If a little prevention is truly worth a lot of cure, the three decades of work by the Arnold School of Public Health’s Prevention Research Center have helped make the Palmetto State a healthier place.
Since 1993, the center has collaborated with communities and partners across South Carolina to promote physical activity and better nutrition to reduce the risk of cardiovascular disease, Type 2 diabetes, weight gain, mental health issues and more. Authorized by Congress in 1984, the Prevention Research Centers Program was created to address chronic diseases and other leading causes of death and disability in the United States.
The center at USC is among the longest consecutively funded centers since the network’s formation. Early on, its work focused on understanding the role of the environment in walking and cycling and in delivering training and technical assistance to help communities create environmental and policy changes. More recently, the center’s hallmark program — Faith, Activity and Nutrition — has been embraced over the long term by churches that have adopted it.
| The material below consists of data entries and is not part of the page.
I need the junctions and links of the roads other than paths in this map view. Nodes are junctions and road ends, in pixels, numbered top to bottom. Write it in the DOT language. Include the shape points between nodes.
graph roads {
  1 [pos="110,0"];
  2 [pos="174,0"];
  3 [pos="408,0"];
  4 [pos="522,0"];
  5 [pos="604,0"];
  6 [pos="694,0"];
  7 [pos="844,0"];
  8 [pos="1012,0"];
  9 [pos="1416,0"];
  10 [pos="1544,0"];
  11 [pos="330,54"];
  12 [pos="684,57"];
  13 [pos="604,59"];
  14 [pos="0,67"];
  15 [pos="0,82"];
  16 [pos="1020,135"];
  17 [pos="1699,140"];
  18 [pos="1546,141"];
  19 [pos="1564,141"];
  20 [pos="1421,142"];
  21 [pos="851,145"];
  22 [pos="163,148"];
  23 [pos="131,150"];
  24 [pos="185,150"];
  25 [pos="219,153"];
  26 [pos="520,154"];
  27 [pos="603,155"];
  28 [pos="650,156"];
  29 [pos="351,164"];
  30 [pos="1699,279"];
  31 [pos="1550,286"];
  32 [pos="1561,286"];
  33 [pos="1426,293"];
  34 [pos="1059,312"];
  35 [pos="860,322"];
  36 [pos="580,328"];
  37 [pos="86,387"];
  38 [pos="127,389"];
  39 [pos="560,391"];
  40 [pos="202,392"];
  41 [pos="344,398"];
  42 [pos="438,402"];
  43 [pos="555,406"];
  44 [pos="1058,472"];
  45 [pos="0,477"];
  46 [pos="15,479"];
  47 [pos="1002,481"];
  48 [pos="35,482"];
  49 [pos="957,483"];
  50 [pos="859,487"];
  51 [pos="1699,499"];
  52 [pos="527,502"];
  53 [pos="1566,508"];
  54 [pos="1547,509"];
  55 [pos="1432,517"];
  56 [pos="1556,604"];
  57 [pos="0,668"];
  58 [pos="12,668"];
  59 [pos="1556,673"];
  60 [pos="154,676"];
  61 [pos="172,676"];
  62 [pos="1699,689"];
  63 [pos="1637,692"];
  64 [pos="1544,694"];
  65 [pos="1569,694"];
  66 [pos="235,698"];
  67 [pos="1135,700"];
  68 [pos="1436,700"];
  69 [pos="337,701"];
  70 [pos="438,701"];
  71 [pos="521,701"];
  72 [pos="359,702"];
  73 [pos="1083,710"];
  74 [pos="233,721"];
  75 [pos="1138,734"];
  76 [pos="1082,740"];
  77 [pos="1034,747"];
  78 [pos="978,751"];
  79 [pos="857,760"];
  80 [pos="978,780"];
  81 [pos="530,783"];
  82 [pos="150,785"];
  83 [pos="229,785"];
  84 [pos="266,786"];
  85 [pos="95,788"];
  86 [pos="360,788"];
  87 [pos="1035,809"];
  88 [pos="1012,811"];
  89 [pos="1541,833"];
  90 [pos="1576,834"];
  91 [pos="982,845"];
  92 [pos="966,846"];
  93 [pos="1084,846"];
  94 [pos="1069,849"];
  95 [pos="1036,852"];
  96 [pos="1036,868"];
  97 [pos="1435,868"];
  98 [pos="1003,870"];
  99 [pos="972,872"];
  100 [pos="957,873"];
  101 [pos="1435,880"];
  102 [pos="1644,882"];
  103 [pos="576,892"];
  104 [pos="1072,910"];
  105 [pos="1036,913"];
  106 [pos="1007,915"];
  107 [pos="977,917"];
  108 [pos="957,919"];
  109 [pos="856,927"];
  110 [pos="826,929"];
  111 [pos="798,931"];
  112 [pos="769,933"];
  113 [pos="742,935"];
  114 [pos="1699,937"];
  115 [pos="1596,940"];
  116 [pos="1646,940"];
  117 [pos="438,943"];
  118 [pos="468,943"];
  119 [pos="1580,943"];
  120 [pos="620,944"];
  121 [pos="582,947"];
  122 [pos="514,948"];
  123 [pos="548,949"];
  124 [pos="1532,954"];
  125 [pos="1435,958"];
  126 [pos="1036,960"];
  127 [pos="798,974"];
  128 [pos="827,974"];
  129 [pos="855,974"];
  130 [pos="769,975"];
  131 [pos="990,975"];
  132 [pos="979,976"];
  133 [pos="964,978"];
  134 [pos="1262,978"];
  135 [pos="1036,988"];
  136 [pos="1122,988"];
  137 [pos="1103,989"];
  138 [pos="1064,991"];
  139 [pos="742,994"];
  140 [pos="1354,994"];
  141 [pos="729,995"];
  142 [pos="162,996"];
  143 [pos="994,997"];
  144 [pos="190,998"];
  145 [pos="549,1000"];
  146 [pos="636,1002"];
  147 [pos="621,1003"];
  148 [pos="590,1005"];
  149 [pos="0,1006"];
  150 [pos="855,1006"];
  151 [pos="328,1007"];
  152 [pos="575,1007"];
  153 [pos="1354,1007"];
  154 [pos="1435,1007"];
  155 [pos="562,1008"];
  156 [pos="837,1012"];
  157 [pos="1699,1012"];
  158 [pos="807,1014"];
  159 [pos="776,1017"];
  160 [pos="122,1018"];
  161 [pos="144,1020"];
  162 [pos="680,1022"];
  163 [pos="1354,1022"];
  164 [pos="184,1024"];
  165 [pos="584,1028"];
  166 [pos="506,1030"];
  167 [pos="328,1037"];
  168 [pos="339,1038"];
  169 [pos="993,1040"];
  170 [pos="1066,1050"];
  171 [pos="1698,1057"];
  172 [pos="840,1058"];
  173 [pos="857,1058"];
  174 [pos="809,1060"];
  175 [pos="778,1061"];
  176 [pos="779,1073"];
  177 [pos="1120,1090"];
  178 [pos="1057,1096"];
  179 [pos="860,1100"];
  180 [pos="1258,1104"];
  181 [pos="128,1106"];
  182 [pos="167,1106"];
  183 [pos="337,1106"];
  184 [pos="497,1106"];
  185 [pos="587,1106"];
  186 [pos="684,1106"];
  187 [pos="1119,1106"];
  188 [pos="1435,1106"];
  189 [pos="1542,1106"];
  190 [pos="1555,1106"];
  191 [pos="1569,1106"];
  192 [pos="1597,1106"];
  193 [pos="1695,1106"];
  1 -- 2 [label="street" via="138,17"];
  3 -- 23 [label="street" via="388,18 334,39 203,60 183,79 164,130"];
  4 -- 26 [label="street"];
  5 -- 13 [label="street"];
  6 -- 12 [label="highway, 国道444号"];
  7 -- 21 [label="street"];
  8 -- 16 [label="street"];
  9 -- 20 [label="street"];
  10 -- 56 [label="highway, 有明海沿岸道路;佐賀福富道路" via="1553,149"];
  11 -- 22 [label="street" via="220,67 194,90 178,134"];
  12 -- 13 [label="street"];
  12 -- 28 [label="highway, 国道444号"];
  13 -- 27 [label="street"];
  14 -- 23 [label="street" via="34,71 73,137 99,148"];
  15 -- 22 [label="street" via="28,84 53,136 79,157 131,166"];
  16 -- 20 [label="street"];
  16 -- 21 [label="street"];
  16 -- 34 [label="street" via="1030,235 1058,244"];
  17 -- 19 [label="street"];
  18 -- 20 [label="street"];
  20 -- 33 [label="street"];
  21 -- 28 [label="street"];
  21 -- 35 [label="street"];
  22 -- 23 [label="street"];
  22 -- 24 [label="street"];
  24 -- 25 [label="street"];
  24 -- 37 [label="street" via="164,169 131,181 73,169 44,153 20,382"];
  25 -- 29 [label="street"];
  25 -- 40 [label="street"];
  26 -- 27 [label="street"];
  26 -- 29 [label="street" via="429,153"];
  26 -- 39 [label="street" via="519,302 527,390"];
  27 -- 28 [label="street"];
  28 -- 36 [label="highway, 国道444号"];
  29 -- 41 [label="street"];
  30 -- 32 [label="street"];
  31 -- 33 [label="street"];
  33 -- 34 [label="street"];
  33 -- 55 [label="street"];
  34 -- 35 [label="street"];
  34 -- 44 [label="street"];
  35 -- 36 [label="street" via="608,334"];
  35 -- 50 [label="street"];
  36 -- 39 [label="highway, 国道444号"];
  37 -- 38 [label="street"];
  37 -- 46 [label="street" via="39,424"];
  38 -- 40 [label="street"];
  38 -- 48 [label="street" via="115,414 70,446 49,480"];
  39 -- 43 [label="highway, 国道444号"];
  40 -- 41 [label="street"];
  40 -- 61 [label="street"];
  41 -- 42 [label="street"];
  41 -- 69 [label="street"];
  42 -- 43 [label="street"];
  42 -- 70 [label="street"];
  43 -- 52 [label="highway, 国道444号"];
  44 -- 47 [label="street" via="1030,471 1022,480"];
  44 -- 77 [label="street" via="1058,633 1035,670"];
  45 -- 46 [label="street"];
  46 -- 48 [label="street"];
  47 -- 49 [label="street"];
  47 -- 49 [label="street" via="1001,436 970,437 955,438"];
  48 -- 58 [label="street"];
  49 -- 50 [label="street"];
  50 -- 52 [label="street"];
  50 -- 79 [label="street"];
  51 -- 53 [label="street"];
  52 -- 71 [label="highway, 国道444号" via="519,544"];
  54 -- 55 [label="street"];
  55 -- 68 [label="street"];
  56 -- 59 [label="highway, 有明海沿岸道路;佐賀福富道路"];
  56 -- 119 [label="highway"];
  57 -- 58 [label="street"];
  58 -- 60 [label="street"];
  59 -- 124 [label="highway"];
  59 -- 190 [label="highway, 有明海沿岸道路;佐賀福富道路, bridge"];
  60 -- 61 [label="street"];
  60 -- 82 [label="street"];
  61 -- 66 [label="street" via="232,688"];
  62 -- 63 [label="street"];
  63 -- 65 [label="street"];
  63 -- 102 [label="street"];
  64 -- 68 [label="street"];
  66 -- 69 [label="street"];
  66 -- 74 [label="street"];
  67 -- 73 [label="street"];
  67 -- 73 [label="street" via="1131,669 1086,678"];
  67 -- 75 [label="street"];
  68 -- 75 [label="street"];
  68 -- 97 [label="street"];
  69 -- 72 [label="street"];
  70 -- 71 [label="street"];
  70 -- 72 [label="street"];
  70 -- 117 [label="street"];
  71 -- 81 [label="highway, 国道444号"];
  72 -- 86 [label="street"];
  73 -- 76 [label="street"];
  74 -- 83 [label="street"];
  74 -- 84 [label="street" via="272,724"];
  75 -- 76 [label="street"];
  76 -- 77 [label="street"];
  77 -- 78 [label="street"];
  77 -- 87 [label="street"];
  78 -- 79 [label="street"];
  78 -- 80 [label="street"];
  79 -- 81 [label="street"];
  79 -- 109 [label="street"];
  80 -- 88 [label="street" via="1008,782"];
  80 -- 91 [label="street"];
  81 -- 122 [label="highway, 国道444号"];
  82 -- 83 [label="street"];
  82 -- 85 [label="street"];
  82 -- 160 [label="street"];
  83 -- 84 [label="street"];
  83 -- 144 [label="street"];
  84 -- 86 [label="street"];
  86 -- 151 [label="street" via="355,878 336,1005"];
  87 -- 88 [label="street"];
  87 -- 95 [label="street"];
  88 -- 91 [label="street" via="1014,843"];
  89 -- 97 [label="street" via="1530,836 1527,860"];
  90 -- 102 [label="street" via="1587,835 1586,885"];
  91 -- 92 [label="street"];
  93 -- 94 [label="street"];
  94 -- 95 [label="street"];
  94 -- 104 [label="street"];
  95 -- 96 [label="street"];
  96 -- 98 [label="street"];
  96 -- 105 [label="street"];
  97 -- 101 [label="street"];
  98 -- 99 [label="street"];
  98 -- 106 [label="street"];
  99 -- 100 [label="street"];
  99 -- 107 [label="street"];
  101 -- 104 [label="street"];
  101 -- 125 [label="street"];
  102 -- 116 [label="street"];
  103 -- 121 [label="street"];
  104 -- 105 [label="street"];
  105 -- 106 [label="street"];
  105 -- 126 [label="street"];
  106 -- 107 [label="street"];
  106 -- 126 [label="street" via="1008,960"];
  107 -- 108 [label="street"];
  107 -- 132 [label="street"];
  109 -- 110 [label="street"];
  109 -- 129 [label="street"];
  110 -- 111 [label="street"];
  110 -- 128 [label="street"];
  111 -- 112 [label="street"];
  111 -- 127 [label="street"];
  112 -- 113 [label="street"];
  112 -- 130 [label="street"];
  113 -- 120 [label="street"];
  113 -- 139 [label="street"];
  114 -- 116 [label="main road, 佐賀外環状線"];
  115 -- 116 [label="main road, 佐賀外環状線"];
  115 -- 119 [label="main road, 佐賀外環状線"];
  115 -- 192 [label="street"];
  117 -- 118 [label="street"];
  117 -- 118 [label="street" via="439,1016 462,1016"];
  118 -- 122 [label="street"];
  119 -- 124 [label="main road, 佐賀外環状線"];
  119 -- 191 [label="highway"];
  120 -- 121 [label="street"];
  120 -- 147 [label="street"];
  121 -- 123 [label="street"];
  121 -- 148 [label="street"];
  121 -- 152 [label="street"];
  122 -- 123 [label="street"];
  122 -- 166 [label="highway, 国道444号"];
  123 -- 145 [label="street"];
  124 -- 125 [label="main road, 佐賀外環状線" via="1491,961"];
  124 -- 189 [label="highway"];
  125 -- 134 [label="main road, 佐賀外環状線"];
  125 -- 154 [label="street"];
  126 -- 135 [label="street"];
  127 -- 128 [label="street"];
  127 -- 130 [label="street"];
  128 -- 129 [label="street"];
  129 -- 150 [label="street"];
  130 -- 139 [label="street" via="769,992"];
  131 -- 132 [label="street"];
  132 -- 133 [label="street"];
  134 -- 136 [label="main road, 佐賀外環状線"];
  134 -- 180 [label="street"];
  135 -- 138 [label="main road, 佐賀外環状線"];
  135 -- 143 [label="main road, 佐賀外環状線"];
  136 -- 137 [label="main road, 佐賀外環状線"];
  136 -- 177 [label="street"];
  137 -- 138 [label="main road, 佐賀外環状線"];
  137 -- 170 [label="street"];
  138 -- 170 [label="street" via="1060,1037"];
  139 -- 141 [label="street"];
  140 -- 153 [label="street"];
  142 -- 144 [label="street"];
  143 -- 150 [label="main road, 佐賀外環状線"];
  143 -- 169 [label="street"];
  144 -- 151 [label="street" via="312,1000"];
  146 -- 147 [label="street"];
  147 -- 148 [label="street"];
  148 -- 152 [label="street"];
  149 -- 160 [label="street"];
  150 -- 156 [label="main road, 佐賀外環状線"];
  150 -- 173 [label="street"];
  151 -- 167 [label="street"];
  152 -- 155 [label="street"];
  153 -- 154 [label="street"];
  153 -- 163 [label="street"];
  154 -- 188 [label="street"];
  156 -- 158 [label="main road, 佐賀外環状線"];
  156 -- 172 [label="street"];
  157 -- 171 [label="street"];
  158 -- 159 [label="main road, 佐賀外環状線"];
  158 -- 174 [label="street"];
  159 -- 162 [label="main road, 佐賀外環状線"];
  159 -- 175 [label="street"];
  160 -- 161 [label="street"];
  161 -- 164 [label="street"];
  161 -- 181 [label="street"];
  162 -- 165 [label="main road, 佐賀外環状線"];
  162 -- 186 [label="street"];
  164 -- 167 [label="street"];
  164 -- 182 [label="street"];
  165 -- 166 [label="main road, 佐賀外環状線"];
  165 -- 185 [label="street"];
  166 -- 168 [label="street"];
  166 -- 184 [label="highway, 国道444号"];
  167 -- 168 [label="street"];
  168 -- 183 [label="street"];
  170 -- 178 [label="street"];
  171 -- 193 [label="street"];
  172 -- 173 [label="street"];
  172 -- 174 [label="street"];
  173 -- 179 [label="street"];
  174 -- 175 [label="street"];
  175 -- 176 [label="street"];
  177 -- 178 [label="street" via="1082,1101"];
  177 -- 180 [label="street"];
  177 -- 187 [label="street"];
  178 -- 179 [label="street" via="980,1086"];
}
“It’s very hard to change people’s behavior, and persistence of change can be a challenge,” says Sara Wilcox, an exercise science professor in the Arnold School who has been the center’s director since 2011. “In multiple studies, we’ve seen large changes in church organizational practice and small but significant changes in member’s behavior. FAN is now included in the National Cancer Institute’s Evidence-Based Cancer Control Programs database.”
More than 300 churches across the state have participated in the FAN program, which promotes physical activity and healthy eating. As news of the program’s effectiveness spread in recent years, the Prevention Research Center received requests for training from churches throughout the Southeast and across the nation and began online delivery of the program in 2019.
The center, which is funded by the federal Centers for Disease Control and Prevention, has recently applied for another five-year funding cycle to begin in 2024 that will continue its focus on faith-based partnerships.
“We are proposing to partner with the AME church in South Carolina, focusing more on older adults and physical activity and social connectedness,” Wilcox says. “It’s a way to reach large numbers of African Americans and address health disparities. Our work started with AME churches early on, and we’re excited to reconnect with many of those congregations again.”
The Prevention Research Center also has enrolled 107 churches representing 18 denominations in 23 states for a national implementation study of the FAN Program.
In addition to partnering to create healthier communities, the center contributes to developing the public health workforce and early career public health researchers by offering intensive courses for researchers and practitioners called Physical Activity and Public Health Courses. Longtime exercise professor Russ Pate was the lead in establishing the courses, with original funding from the CDC through the Prevention Research Center. He continues to direct the research course, while Sara Wilcox directs the practitioners’ course. Since the courses began in 1995, more than 1,100 participants from 23 countries have graduated.
Beyond its core funding from the CDC, the center has housed many additional grants from CDC, the National Institutes of Health and several foundations. These grants, led by PRC investigators and faculty, have focused on topics including cancer prevention, aging, brain health, arthritis management, food security, and weight loss.